*Work to be completed*: The line containing "wrist: (715, 1073)" opens the span to copy, and the last line of the records below closes it. Write out that span exactly.

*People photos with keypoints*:

──────────────────────────────

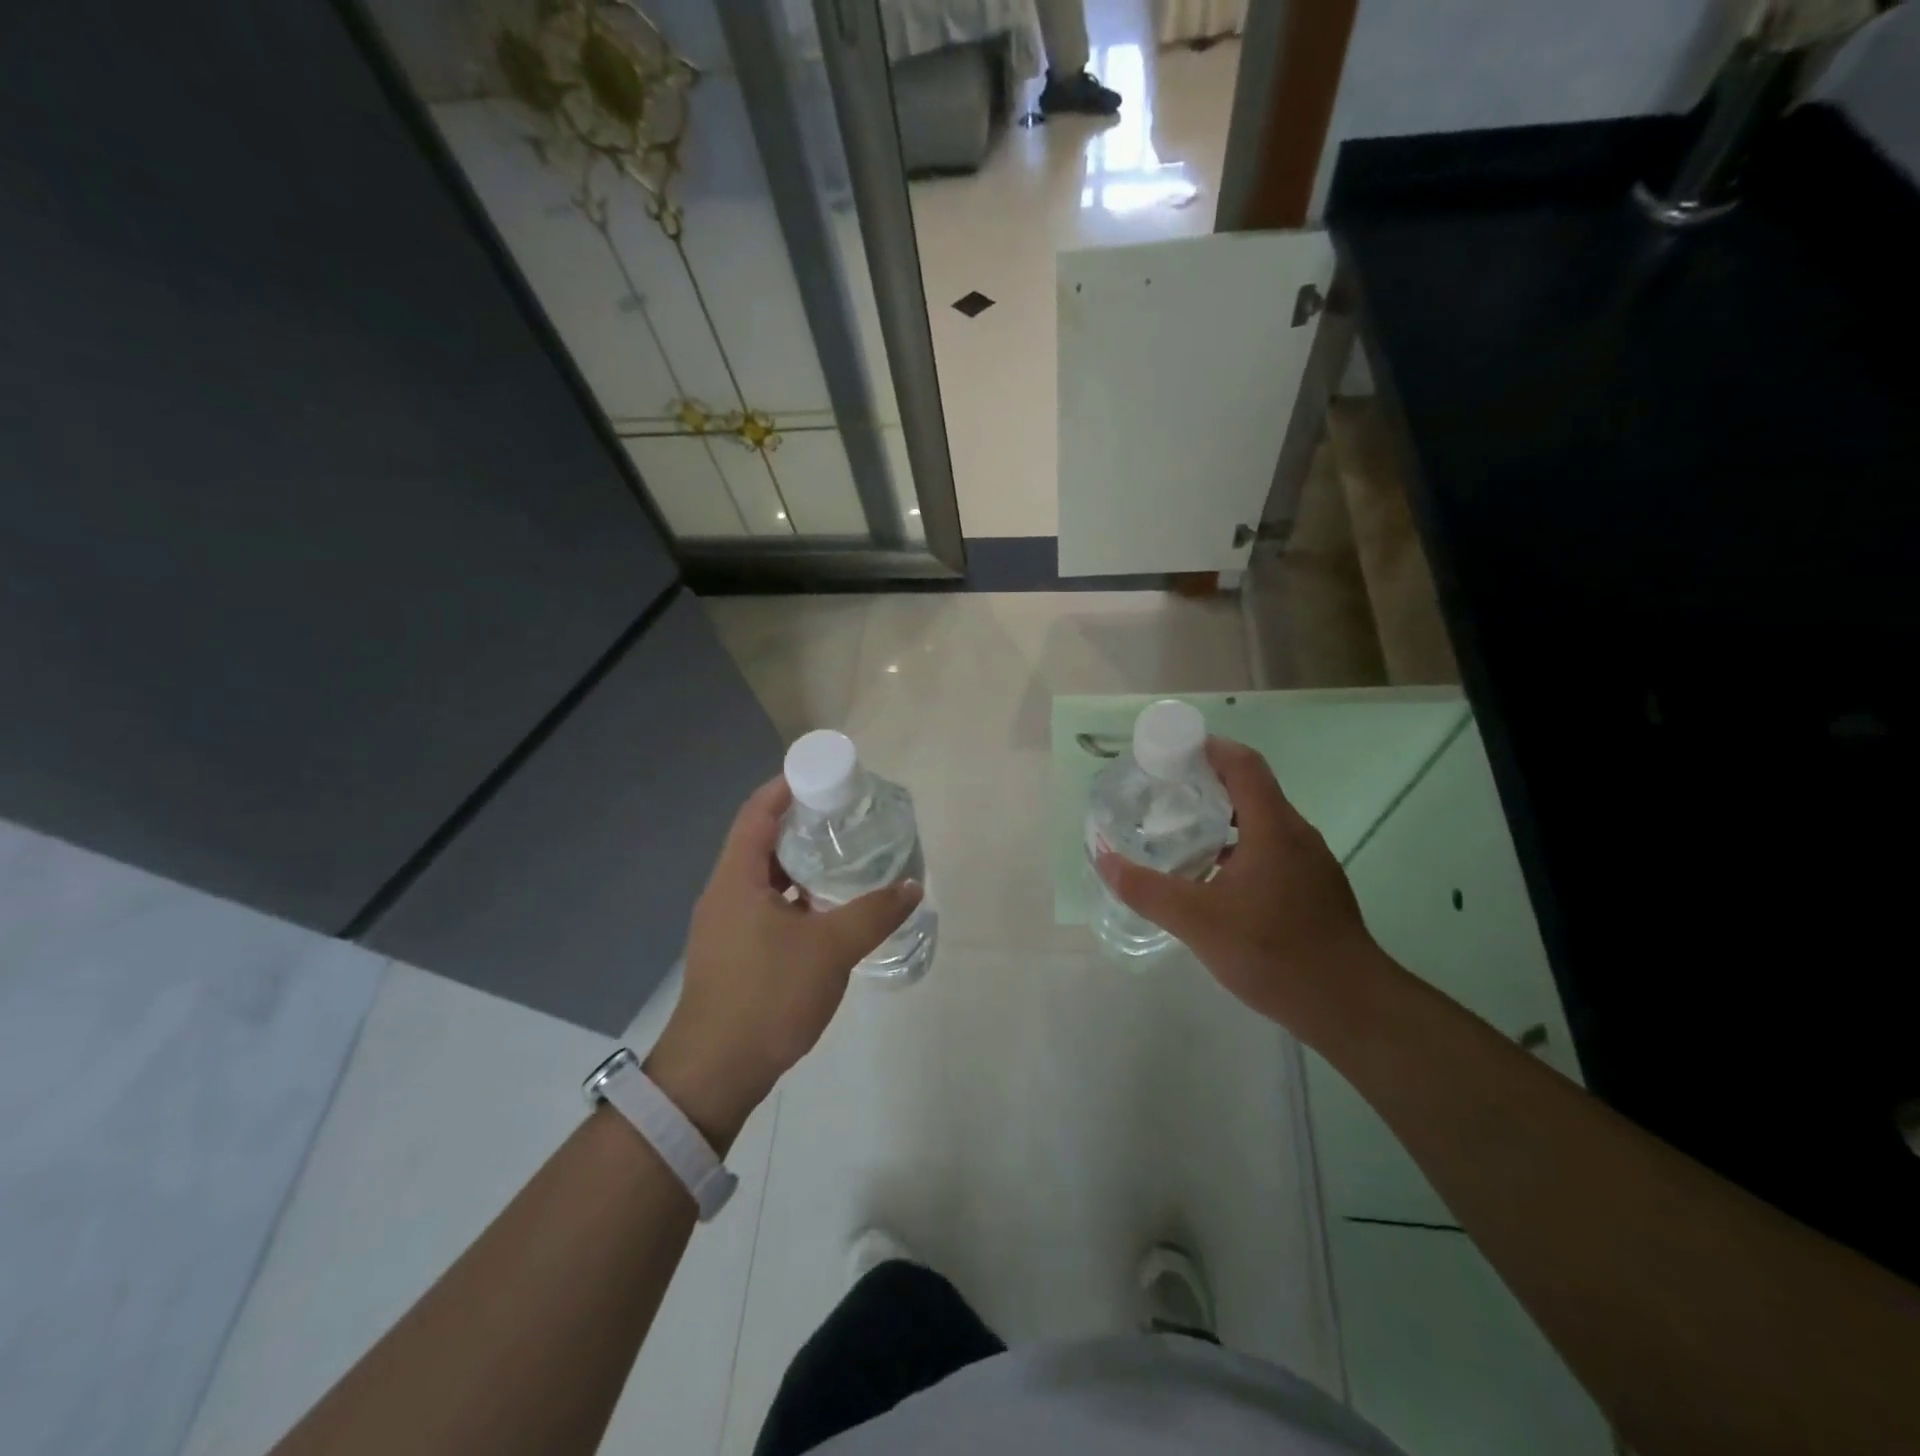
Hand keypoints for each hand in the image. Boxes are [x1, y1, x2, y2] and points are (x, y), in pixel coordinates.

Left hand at [647, 776, 921, 1148]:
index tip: (823, 776)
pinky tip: (827, 909)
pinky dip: (795, 897)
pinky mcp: (734, 953)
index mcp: (736, 878)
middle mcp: (725, 893)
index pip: (757, 813)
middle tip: (844, 815)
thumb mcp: (830, 950)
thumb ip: (874, 914)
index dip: (786, 787)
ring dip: (799, 863)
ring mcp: (726, 926)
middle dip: (800, 823)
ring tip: (842, 856)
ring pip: (764, 878)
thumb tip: (912, 887)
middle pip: (761, 841)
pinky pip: (766, 907)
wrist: (715, 1073)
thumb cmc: (767, 996)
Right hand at [1095, 737, 1376, 1028]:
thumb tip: (1104, 859)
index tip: (1168, 752)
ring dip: (1222, 819)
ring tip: (1180, 834)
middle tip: (1162, 794)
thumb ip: (1146, 889)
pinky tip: (1213, 881)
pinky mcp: (1314, 890)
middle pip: (1250, 789)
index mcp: (1273, 827)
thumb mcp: (1197, 921)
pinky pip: (1270, 850)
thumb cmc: (1273, 952)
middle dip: (1206, 783)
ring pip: (1261, 823)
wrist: (1350, 1007)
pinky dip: (1238, 848)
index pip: (1242, 764)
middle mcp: (1296, 835)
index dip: (1206, 747)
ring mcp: (1310, 863)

──────────────────────────────

*Result for this exercise*:
wrist: (715, 1073)
thumb cmc: (767, 996)
Right hand at [1095, 737, 1376, 1028]:
thumb tip: (1104, 859)
index tip: (1168, 752)
ring dip: (1222, 819)
ring tip: (1180, 834)
middle tip: (1162, 794)
thumb ip: (1146, 889)
pinky tip: (1213, 881)
pinky mcp: (1314, 890)
middle pip: (1250, 789)
index mcp: (1273, 827)
thumb mcp: (1197, 921)
pinky pip: (1270, 850)
thumb cmc: (1273, 952)
middle dip: (1206, 783)
ring pip: (1261, 823)
wrist: (1350, 1007)
pinky dip: (1238, 848)
index pip: (1242, 764)
middle mcp: (1296, 835)
index dip: (1206, 747)
ring mcp: (1310, 863)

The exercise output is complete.